The problem =
Each record below is to be copied exactly; the pictures are to be omitted.

===== Material provided

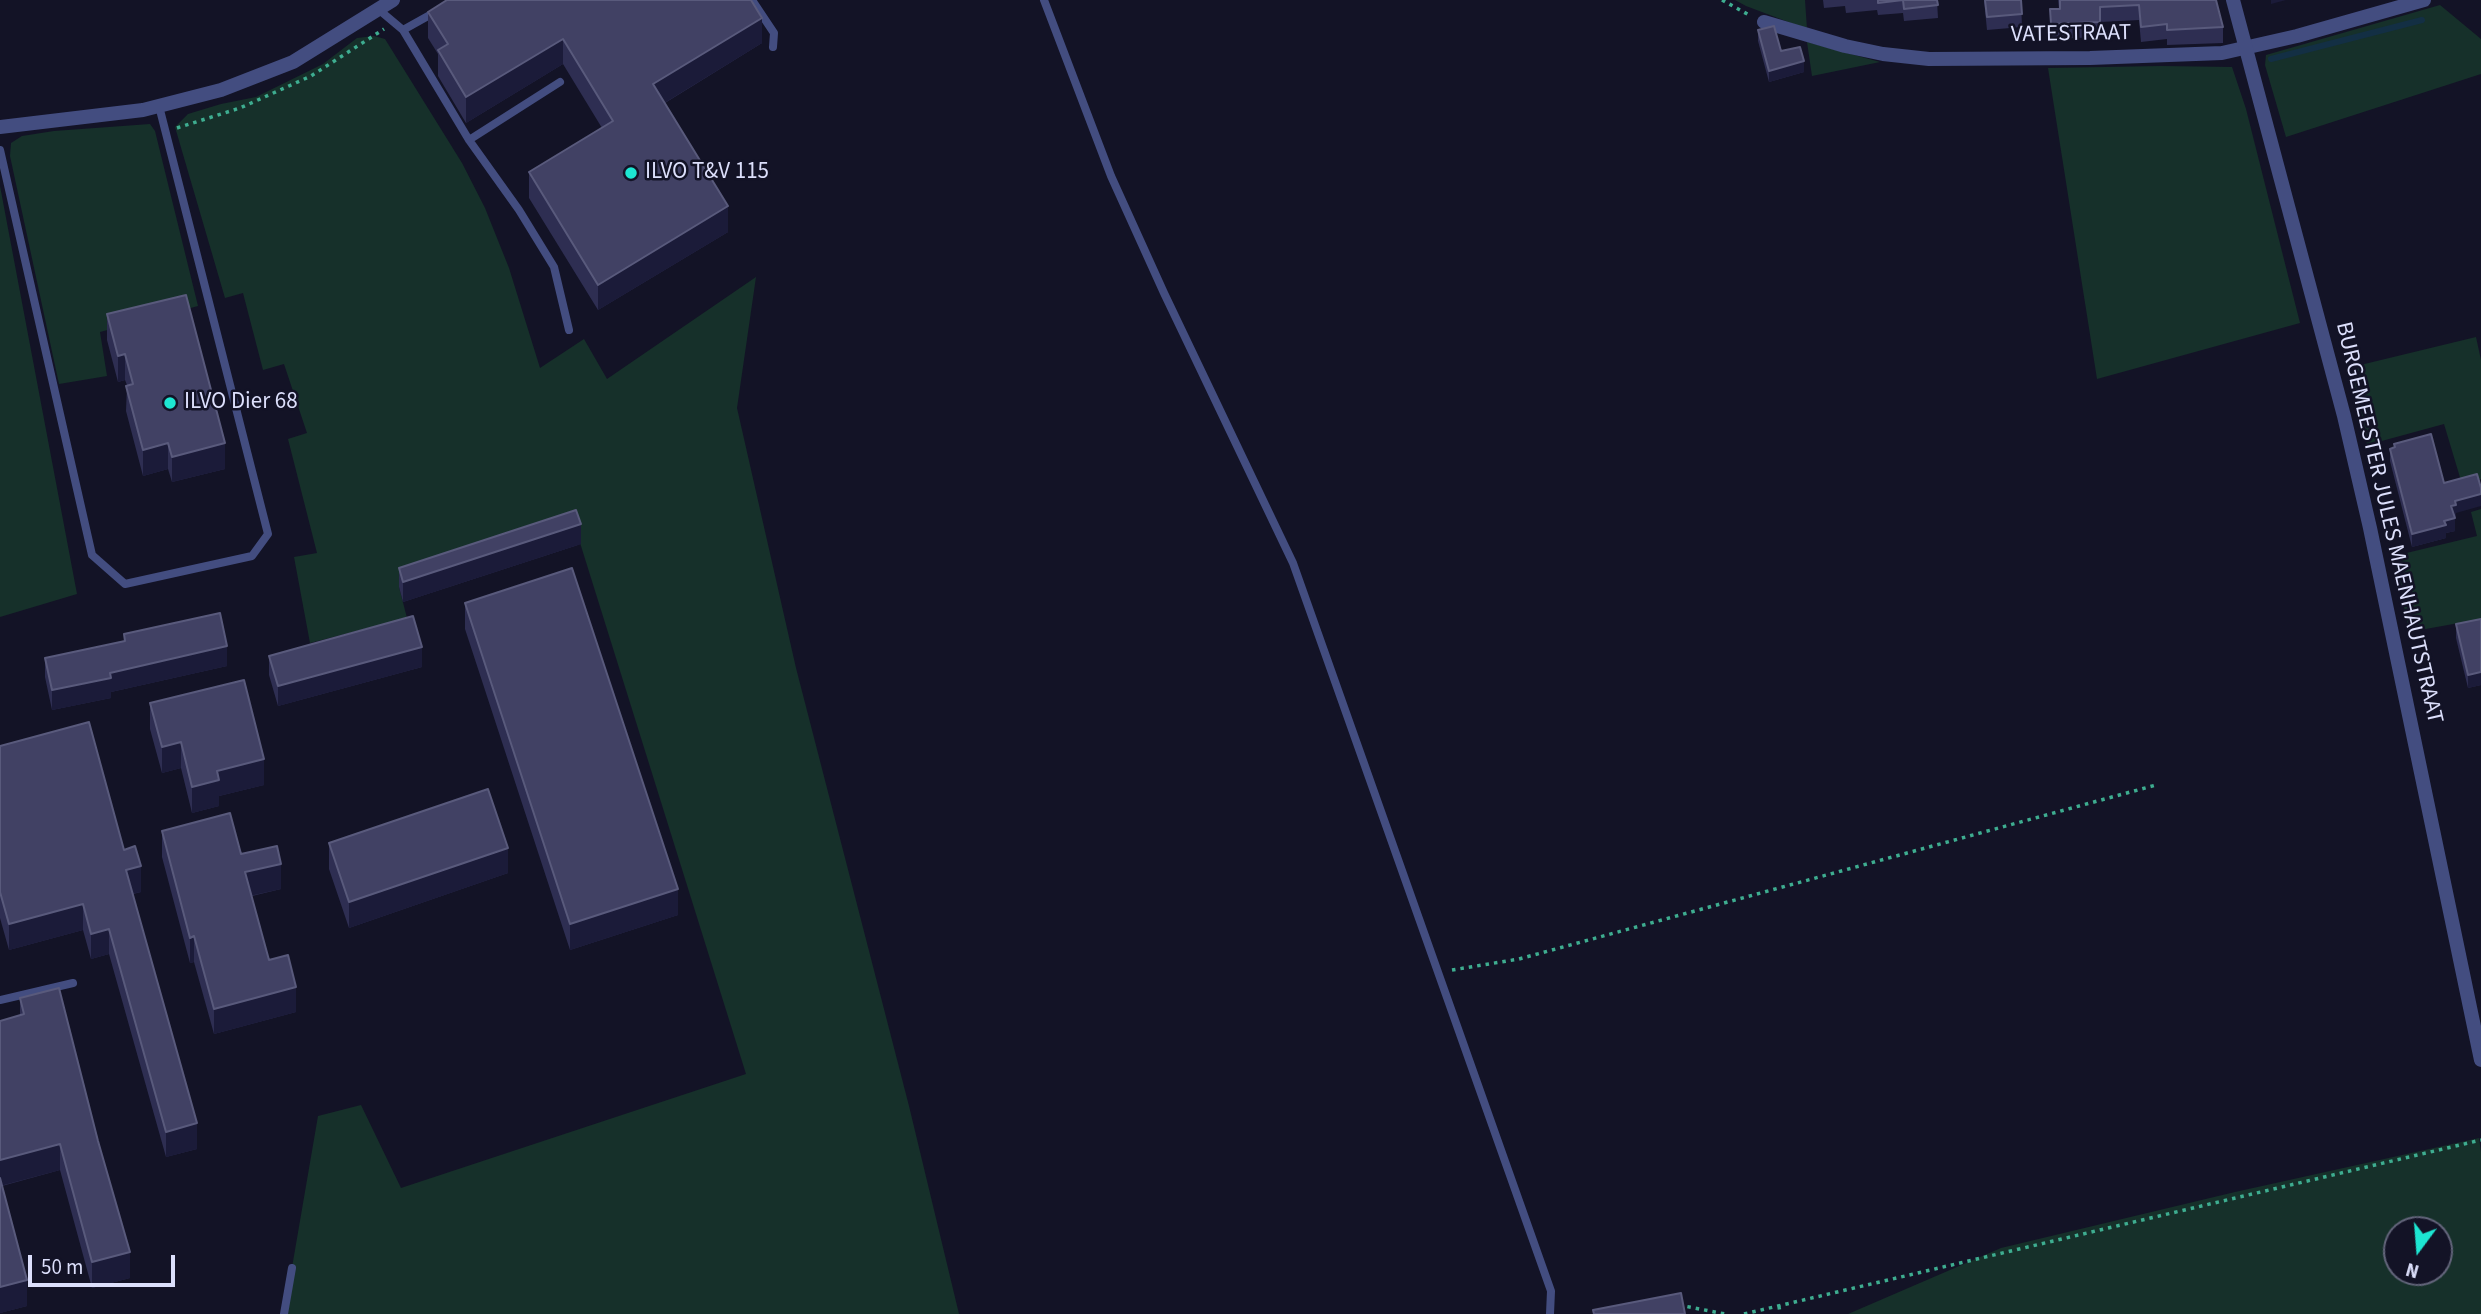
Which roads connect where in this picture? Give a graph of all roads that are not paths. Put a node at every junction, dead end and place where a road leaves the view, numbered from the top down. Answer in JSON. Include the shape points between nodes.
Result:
{"nodes":[{"id":1,"x":393,"y":0,"type":"edge"},
{"id":2,"x":752,"y":0,"type":"edge"},
{"id":3,"x":1044,"y":0,"type":"edge"},
{"id":4,"x":2233,"y":0,"type":"edge"},
{"id":5,"x":2424,"y":0,"type":"edge"},
{"id":6,"x":446,"y":6,"type":"edge"},
{"id":7,"x":379,"y":9,"type":"junction"},
{"id":8,"x":1763,"y":22,"type":"road end"},
{"id":9,"x":403,"y":30,"type":"junction"},
{"id":10,"x":773,"y":47,"type":"dead end"},
{"id":11,"x":2245,"y":47,"type":"junction"},
{"id":12,"x":560,"y":82,"type":"dead end"},
{"id":13,"x":159,"y":106,"type":"junction"},
{"id":14,"x":0,"y":127,"type":"edge"},
{"id":15,"x":470,"y":140,"type":"junction"},
{"id":16,"x":0,"y":150,"type":"edge"},
{"id":17,"x":569,"y":330,"type":"dead end"},
{"id":18,"x":74,"y":983,"type":"dead end"},
{"id":19,"x":0,"y":1000,"type":"edge"},
{"id":20,"x":2481,"y":1060,"type":"edge"},
{"id":21,"x":292,"y":1268,"type":"dead end"},
{"id":22,"x":284,"y":1314,"type":"edge"},
{"id":23,"x":1550,"y":1314,"type":"edge"}],
"edges":[{"from":1,"to":7,"type":"street"},
{"from":2,"to":10,"type":"lane","via":[[774,33]]},
{"from":3,"to":23,"type":"lane","via":[[1111,176],[1293,563],[1551,1291]]},
{"from":4,"to":11,"type":"street","name":"BURGEMEESTER JULES MAENHAUTSTRAAT"},
{"from":5,"to":11,"type":"street","name":"VATESTRAAT"},
{"from":6,"to":9,"type":"lane"},
{"from":7,"to":9,"type":"lane"},
{"from":7,"to":13,"type":"street","via":[[292,62],[221,90]]},
{"from":8,"to":11,"type":"street","name":"VATESTRAAT","via":[[1845,46],[1929,59],[2222,53]]},
{"from":9,"to":15,"type":"lane"},
{"from":11,"to":20,"type":"street","name":"BURGEMEESTER JULES MAENHAUTSTRAAT","via":[[2344,416]]},
{"from":12,"to":15,"type":"lane"},
{"from":13,"to":14,"type":"street"},
{"from":13,"to":16,"type":"lane","via":[[268,534],[252,556],[124,584],[92,555]]},
{"from":15,"to":17,"type":"lane","via":[[554,267]]},
{"from":18,"to":19,"type":"lane"},
{"from":21,"to":22,"type":"lane"}]}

==========

Answer box =
Which roads connect where in this picture? Give a graph of all roads that are not paths. Put a node at every junction, dead end and place where a road leaves the view, numbered from the top down. Answer in JSON. Include the shape points between nodes.
Result:
{"nodes":[{"id":1,"x":393,"y":0,"type":"edge"},
{"id":2,"x":752,"y":0,"type":"edge"},
{"id":3,"x":1044,"y":0,"type":"edge"},
{"id":4,"x":2233,"y":0,"type":"edge"},
{"id":5,"x":2424,"y":0,"type":"edge"},
{"id":6,"x":446,"y":6,"type":"edge"},
{"id":7,"x":379,"y":9,"type":"junction"},
{"id":8,"x":1763,"y":22,"type":"road end"},
{"id":9,"x":403,"y":30,"type":"junction"},
{"id":10,"x":773,"y":47,"type":"dead end"},
{"id":11,"x":2245,"y":47,"type":"junction"},
{"id":12,"x":560,"y":82,"type":"dead end"},
{"id":13,"x":159,"y":106,"type":"junction"},
{"id":14,"x":0,"y":127,"type":"edge"},
{"id":15,"x":470,"y":140,"type":"junction"},
{"id":16,"x":0,"y":150,"type":"edge"},
{"id":17,"x":569,"y":330,"type":"dead end"},
{"id":18,"x":74,"y":983,"type":"dead end"},
{"id":19,"x":0,"y":1000,"type":"edge"},
{"id":20,"x":2481,"y":1060,"type":"edge"},
{"id":21,"x":292,"y":1268,"type":"dead end"},
{"id":22,"x":284,"y":1314,"type":"edge"},
{"id":23,"x":1550,"y":1314,"type":"edge"}],
"edges":[{"from":1,"to":7,"type":"street"},
{"from":2,"to":10,"type":"lane","via":[[774,33]]},
{"from":3,"to":23,"type":"lane","via":[[1111,176],[1293,563],[1551,1291]]},
{"from":4,"to":11,"type":"street","name":"BURGEMEESTER JULES MAENHAUTSTRAAT"},
{"from":5,"to":11,"type":"street","name":"VATESTRAAT"},
{"from":6,"to":9,"type":"lane"},
{"from":7,"to":9,"type":"lane"},
{"from":7,"to":13,"type":"street","via":[[292,62],[221,90]]},
{"from":8,"to":11,"type":"street","name":"VATESTRAAT","via":[[1845,46],[1929,59],[2222,53]]},
{"from":9,"to":15,"type":"lane"},
{"from":11,"to":20,"type":"street","name":"BURGEMEESTER JULES MAENHAUTSTRAAT","via":[[2344,416]]},
{"from":12,"to":15,"type":"lane"},
{"from":13,"to":14,"type":"street"},
{"from":13,"to":16,"type":"lane","via":[[268,534],[252,556],[124,584],[92,555]]},
{"from":15,"to":17,"type":"lane","via":[[554,267]]},
{"from":18,"to":19,"type":"lane"},
{"from":21,"to":22,"type":"lane"}]}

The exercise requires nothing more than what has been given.